Регистрируя на протяжении века уровень воды в 11 тыс. колодцев, американские гидрологи установили, что он снизился в среднем на 4 м. В результате этого (а также вследствие загрязнения рек и водоемов) засухи, нередкие и в прошлом, в ряде районов США стали бедствием также и для больших городов. Воды не хватает даже в Нью-Йорке. Так, летом 1965 г. за мытье автомобилей из водопроводной сети там был установлен штраф в 150 долларов.

Мы не знаем точную гидрографическую сеть далекого прошлого нашей страны, как не знаем и достоверную площадь покрывавших ее территорию лесов. Это обстоятельство, конечно, немало стесняет изучение гидрологической роли лесов. Но по некоторым районам и бассейнам картину распространения лесов и давнюю сеть рек восстанавливать все-таки удается.

Перед нами две схемы (см. стр. 146—147). Они изображают один и тот же бассейн речки Оскол (Калужская обл.) в начале XVII века и в 1935 г. Что же изменилось за 300 лет? Площадь лесов, составлявшая в прошлом не менее 80%, сократилась до 6—8%. Триста лет назад в реку впадали 60 притоков, а в 30-х годах нашего века — всего 17, да и они растеряли большую часть своих истоков.

Интересно письмо, присланное в редакцию одной из наших газет. Его автор, ленинградец, пишет: «Гибнут реки. Сколько их, малых речушек Северо-Запада, осталось только на карте! Спросите туристов — можно ли направиться в поход на лодке, взяв с собой карту, изданную 10 лет назад? Ни в коем случае. Никого не утешает, что когда-то в старину был путь из Варяг в Греки, или то, что по Мете (Новгородская обл.) ходили караваны барж купцов. Сейчас там и на утлом челне не проплывешь».

Не многим более ста лет назад подмосковная речка Воря несла столько воды, что в ней удили рыбу круглый год. Вот что писал о ней С. Т. Аксаков в 1857 г.: «Уженье я продолжал до таких морозов, от которых вся моя речка, несмотря на родниковую воду, затягивалась довольно крепким льдом; лед же, не очень крепкий на тех местах, где держалась рыба, я разбивал длинным шестом, проталкивал мелкие льдины вниз по течению воды или выбрасывал их вон и на таком очищенном месте реки продолжал удить, ловя по большей части окуней и разную мелкую рыбу»55.

Теперь на Воре, чтобы дотянуться до ее середины, достаточно тросточки, а рыболовам здесь вообще делать нечего. От прудов тоже остались лишь догнивающие сваи.

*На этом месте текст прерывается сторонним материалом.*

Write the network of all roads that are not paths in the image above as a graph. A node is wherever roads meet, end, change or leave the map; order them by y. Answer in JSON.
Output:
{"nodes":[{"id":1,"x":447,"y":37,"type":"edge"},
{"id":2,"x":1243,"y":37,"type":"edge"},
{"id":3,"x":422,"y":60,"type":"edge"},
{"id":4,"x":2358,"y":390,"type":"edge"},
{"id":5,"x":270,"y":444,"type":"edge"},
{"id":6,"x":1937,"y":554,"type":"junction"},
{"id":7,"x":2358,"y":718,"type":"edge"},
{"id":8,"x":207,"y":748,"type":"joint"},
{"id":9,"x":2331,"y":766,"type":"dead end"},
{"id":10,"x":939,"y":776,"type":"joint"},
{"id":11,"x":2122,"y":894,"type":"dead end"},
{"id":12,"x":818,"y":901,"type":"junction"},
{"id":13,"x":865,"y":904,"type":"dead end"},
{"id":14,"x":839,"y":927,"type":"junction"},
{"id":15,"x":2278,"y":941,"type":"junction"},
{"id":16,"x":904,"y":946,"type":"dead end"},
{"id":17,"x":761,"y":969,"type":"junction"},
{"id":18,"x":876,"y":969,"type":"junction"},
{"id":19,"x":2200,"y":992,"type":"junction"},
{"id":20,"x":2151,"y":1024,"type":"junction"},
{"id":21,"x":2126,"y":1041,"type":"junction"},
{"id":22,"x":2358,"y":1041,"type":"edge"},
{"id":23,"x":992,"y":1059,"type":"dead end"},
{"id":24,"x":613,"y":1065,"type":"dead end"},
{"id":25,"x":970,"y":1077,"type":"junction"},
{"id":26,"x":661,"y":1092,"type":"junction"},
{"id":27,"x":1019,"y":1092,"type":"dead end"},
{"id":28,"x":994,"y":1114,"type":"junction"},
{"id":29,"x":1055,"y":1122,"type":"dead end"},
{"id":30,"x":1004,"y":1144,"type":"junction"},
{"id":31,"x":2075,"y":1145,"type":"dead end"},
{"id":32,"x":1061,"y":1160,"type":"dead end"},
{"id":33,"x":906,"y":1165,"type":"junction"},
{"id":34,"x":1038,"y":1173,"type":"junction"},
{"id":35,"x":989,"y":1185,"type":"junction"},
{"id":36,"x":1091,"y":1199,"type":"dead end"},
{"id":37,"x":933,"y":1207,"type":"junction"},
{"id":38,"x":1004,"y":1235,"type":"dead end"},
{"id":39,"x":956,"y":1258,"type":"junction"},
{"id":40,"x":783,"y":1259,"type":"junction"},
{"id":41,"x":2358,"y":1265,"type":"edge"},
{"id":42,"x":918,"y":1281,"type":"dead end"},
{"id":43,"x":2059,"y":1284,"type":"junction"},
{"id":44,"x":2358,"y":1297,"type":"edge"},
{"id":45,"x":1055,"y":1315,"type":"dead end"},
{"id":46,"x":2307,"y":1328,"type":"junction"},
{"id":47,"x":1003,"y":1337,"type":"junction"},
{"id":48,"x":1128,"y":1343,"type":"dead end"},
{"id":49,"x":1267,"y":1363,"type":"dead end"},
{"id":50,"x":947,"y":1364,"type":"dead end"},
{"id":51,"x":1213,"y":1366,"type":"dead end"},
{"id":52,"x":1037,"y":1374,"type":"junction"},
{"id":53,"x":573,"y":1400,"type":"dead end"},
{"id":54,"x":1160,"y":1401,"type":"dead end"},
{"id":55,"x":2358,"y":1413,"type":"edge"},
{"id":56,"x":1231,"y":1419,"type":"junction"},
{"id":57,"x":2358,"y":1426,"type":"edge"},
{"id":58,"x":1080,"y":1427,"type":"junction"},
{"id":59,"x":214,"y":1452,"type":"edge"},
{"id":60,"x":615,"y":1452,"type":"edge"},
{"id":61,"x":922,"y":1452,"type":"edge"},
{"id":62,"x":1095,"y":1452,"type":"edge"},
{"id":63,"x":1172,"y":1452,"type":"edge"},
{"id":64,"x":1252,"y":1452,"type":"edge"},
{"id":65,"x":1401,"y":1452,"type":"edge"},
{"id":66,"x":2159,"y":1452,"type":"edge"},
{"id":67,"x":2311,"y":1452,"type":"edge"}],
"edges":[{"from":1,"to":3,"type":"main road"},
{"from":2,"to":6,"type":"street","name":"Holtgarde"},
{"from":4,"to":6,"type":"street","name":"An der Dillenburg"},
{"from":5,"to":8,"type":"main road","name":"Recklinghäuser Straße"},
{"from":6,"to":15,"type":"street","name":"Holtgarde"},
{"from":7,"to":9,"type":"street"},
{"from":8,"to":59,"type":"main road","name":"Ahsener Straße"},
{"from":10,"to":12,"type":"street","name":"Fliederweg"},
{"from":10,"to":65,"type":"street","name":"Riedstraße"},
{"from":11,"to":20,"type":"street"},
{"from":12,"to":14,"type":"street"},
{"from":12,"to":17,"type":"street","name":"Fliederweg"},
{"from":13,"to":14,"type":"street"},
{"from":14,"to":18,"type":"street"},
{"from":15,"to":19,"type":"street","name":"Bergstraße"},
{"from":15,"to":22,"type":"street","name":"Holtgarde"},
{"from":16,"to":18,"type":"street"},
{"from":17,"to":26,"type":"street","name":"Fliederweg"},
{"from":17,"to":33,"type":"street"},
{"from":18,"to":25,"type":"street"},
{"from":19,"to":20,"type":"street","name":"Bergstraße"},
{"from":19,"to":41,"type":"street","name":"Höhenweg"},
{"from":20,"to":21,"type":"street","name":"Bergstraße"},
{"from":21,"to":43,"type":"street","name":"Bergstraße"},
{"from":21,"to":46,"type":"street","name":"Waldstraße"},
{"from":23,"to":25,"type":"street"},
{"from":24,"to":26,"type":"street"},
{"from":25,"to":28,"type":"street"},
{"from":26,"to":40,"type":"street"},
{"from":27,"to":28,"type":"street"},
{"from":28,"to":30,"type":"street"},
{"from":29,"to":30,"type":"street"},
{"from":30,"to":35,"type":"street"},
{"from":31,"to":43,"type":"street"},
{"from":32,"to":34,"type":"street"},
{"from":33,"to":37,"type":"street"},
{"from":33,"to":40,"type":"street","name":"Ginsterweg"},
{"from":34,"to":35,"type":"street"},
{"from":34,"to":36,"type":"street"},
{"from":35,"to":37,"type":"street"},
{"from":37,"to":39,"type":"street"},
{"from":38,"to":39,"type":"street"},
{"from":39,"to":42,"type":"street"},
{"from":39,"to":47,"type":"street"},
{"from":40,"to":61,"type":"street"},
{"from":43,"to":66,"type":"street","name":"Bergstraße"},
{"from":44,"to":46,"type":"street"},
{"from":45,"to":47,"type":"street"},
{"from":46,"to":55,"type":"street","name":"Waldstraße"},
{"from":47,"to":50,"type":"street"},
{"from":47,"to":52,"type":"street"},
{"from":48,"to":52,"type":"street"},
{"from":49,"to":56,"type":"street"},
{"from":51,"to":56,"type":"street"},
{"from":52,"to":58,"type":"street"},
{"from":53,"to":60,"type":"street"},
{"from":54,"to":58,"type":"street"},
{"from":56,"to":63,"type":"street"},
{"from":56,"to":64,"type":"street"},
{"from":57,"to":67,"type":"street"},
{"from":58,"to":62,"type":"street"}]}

Коль скоро речь зашла о рыбе, остановимся несколько подробнее на связи между рыбным и лесным хозяйствами в наше время. Этот вопрос далеко не праздный. Но на примере Вори тут ровно ничего не расскажешь. Придется перенестись на далекий остров Сахалин, у берегов которого ходят сотни наших рыбацких судов, собирая богатый улов знаменитой кеты и горбуши.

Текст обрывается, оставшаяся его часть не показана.